Reference request for Hecke operators for principal congruence subgroup of modular group

The reason why Hecke theory for $\Gamma(N)$ doesn't get much treatment in the literature is because you can easily reduce it to the $\Gamma_1(N)$ case. More precisely, you can conjugate $\Gamma(N)$ by $\begin{pmatrix} N & 0 \\ 0 & 1\end{pmatrix}$ to get a group intermediate between $\Gamma_0(N^2)$ and $\Gamma_1(N^2)$.

This has come up before (in the context of explicit calcuations): see this question.

The Hecke operators $T(n)$ and the dual Hecke operators $T'(n)$ acting as correspondences on the modular curve $Y(N)$ are defined by Kato in $p$-adic Hodge theory and values of zeta functions of modular forms, section 2.9 (in Kato's notation $Y(N)=Y(N,N)$). The action of $T(p)$ on Fourier expansions is given in section 4.9, there he also describes the relation between his definition and other definitions in the litterature.

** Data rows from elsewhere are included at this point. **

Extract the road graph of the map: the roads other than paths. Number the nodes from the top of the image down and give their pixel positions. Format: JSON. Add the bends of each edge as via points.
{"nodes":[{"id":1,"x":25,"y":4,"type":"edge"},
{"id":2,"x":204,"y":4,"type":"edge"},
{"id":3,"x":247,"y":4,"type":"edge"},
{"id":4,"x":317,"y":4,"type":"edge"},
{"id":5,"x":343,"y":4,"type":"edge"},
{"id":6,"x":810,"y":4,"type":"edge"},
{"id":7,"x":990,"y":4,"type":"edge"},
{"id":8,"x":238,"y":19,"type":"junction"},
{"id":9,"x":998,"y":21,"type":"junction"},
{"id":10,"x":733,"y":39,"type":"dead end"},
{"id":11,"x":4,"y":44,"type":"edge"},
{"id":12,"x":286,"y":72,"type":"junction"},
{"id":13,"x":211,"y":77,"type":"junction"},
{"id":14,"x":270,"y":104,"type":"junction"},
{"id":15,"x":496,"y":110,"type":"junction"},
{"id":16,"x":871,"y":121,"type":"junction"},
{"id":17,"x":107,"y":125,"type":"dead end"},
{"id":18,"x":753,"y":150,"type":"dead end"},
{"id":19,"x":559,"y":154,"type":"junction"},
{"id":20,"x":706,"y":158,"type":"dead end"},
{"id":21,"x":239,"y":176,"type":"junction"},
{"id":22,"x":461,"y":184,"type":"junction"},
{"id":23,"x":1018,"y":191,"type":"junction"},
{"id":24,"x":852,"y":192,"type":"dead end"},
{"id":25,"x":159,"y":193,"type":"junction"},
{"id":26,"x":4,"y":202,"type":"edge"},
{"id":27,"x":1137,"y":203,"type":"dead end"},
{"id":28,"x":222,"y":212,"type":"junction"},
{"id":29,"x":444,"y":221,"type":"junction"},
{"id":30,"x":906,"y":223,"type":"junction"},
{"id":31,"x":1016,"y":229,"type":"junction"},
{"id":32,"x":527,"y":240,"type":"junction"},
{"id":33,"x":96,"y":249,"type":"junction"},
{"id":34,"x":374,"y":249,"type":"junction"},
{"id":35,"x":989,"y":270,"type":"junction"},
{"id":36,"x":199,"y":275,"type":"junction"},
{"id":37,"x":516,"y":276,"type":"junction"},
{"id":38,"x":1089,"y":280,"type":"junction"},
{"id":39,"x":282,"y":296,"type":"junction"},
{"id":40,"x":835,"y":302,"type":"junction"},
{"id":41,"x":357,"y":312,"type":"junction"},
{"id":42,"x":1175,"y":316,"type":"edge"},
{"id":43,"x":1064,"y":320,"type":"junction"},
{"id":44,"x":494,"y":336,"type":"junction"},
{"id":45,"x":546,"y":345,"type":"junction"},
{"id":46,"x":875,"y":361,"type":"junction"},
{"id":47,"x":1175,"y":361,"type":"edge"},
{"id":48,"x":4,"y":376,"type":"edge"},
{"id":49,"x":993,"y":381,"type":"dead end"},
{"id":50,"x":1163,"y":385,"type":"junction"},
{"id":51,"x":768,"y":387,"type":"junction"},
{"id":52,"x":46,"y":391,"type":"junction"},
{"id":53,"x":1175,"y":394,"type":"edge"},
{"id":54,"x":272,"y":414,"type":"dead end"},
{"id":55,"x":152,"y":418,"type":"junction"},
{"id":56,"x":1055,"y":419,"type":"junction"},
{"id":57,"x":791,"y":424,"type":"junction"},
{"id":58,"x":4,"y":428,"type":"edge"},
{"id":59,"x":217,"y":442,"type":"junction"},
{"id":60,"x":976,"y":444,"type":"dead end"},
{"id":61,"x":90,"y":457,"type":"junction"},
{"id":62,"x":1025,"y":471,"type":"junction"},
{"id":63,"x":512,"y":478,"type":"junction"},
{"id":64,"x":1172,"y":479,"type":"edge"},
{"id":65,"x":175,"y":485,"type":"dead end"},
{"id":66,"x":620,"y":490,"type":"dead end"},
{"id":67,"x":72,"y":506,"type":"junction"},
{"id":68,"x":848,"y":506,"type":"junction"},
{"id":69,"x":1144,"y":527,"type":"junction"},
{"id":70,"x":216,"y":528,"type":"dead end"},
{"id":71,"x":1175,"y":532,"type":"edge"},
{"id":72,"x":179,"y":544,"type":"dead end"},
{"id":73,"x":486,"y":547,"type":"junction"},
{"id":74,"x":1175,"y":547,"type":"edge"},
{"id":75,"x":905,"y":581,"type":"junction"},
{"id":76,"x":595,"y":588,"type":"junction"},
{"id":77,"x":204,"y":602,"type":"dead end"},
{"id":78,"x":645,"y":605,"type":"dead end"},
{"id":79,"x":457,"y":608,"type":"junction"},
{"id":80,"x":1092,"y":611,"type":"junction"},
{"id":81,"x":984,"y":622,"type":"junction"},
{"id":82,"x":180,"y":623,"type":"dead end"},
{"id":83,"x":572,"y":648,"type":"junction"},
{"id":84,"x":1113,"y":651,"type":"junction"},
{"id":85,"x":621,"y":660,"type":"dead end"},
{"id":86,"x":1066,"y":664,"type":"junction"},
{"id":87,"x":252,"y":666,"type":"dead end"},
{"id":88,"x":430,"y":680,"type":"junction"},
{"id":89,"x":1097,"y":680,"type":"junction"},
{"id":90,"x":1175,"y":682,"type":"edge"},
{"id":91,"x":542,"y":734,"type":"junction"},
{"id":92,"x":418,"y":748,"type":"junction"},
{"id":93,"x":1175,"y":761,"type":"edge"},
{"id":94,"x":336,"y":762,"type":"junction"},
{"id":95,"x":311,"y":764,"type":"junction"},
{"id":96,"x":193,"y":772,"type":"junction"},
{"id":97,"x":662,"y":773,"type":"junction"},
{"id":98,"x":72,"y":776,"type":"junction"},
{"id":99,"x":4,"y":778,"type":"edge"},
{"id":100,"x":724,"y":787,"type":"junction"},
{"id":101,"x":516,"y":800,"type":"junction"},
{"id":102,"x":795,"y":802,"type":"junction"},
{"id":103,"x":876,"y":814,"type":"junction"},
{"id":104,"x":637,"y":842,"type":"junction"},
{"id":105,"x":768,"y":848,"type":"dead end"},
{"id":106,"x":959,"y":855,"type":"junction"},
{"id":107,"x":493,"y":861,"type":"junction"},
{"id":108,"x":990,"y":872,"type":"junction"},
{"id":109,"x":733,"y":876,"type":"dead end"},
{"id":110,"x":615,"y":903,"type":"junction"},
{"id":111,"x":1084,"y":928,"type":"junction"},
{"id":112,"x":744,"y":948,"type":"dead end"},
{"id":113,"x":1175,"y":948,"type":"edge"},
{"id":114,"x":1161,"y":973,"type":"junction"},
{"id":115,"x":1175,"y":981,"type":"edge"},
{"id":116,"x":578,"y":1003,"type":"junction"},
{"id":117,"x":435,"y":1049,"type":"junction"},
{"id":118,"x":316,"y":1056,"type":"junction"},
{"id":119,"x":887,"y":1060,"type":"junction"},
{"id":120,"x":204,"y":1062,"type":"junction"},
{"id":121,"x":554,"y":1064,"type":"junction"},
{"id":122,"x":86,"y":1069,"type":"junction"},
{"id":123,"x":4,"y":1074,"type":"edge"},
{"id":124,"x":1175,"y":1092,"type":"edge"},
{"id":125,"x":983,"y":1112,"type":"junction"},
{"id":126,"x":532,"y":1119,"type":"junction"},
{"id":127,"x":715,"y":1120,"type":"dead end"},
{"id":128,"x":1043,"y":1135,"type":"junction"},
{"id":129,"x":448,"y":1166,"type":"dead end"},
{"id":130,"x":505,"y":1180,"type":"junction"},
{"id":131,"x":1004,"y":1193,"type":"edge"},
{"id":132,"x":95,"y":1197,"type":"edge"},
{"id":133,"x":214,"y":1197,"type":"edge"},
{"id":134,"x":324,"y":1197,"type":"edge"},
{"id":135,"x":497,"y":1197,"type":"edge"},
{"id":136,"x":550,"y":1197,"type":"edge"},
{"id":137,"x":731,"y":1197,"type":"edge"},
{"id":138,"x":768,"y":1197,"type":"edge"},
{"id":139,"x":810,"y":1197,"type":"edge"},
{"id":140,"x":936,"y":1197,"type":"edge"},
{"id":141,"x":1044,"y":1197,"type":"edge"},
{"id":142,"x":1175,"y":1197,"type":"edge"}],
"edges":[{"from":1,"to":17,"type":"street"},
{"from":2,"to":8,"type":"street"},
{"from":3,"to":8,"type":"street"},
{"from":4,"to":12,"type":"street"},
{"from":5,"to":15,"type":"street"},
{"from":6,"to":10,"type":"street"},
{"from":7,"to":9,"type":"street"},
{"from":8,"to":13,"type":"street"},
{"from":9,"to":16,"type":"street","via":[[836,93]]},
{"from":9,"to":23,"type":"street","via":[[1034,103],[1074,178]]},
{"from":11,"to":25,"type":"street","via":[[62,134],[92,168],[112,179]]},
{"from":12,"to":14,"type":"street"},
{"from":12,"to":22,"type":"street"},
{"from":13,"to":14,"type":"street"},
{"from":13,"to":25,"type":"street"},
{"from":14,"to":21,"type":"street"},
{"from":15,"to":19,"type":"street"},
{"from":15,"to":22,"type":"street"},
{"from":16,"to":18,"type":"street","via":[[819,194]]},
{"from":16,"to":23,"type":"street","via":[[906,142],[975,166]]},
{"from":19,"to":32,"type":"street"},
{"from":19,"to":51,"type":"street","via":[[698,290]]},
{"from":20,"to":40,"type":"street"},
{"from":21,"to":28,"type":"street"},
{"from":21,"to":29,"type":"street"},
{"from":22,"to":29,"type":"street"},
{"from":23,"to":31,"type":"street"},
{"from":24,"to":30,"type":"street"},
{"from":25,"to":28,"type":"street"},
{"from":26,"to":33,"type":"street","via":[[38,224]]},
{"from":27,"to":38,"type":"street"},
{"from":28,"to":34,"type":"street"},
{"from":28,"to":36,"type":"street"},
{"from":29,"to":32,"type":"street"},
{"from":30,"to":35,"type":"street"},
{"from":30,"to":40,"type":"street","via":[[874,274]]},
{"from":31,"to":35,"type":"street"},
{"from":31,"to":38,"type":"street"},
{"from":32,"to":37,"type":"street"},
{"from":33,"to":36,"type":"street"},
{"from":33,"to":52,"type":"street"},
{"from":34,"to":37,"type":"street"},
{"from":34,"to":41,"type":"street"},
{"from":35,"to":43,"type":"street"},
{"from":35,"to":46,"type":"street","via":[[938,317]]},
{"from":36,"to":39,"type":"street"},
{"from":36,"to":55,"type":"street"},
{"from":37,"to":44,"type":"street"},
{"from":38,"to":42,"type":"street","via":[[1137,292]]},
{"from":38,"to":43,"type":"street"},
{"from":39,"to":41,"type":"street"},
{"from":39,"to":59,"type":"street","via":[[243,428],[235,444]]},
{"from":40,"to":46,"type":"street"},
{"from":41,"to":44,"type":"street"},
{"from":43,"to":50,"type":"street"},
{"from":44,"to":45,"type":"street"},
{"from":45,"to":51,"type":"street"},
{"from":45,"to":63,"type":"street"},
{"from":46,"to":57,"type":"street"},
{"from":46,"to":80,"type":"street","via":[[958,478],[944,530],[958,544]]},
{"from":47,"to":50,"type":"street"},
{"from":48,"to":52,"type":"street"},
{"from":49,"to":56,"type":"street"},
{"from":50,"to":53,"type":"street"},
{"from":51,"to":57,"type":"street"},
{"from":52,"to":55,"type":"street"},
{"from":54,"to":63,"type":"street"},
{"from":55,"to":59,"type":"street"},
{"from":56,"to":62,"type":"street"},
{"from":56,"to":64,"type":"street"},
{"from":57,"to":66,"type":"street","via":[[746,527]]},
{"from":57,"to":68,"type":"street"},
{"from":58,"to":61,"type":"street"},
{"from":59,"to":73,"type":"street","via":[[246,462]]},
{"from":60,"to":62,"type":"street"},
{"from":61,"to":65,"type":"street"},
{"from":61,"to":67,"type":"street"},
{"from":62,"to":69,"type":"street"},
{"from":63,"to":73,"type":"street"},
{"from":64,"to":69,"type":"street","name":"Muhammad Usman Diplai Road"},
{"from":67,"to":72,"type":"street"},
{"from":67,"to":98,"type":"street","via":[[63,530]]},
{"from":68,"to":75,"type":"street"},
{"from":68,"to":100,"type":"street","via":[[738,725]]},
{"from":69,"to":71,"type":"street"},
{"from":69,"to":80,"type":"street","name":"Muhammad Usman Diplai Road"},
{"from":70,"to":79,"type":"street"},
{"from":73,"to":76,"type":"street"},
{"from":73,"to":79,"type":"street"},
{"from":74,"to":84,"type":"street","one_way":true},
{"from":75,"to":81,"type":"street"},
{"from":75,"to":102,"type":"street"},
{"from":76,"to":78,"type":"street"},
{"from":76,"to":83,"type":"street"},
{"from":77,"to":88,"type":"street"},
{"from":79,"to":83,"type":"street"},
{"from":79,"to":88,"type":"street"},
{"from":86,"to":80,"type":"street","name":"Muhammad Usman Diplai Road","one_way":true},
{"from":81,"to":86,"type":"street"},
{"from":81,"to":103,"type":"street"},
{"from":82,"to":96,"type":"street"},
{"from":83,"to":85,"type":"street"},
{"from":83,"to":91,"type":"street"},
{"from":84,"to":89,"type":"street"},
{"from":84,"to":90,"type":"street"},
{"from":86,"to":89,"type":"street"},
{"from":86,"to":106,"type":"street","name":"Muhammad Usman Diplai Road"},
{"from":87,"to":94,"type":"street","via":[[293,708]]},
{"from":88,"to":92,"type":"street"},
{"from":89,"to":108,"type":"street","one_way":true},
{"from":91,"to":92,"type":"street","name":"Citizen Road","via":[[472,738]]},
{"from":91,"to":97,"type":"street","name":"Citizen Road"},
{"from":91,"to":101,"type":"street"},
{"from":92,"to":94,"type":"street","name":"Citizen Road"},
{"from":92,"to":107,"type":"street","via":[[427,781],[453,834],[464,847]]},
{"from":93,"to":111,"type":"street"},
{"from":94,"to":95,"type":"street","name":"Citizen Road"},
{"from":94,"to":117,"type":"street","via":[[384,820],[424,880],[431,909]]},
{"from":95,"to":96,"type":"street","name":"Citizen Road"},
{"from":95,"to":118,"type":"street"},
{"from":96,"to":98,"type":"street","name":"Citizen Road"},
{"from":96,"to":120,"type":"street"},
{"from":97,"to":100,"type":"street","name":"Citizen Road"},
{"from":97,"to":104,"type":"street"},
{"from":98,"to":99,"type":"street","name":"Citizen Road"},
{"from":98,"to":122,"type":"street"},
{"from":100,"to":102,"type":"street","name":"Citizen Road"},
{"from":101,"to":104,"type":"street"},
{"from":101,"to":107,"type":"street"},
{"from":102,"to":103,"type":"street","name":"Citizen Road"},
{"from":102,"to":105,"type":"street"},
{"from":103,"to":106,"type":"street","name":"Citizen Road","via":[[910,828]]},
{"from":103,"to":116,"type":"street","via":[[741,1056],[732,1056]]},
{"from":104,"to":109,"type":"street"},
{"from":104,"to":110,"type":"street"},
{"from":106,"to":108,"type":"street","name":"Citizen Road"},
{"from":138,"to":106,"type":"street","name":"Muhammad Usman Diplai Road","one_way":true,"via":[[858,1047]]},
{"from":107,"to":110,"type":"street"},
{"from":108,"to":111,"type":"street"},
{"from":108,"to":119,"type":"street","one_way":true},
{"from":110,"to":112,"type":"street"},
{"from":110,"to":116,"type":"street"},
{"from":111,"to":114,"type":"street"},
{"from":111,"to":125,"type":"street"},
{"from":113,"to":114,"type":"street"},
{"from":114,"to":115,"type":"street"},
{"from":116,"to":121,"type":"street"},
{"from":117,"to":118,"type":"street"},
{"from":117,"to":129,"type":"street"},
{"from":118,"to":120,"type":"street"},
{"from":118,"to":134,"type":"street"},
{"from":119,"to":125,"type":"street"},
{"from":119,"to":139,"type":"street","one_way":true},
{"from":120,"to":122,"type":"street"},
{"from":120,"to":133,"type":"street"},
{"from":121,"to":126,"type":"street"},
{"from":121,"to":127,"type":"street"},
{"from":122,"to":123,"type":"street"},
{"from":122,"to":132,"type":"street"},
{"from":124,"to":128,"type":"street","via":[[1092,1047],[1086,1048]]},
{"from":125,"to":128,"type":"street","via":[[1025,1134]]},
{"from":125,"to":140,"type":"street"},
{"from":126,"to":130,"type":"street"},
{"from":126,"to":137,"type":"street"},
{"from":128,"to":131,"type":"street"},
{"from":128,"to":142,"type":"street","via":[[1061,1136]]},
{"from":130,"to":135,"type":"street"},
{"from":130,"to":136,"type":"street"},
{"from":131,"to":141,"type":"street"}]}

Actually, when you conjugate the double coset $\Gamma(N) \begin{pmatrix} n & 0 \\ 0 & 1 \end{pmatrix} \Gamma(N)$ in $\mathrm{GL}_2(\mathbf{Q})$ by the matrix $\begin{pmatrix} N & 0 \\ 0 & 1 \end{pmatrix}$, you get the double coset $\Gamma \begin{pmatrix} n & 0 \\ 0 & 1 \end{pmatrix} \Gamma$, where $\Gamma$ is this subgroup intermediate between $\Gamma_1(N^2)$ and $\Gamma_0(N^2)$. So it should be a simple exercise to check that Kato's definition agrees with David's answer.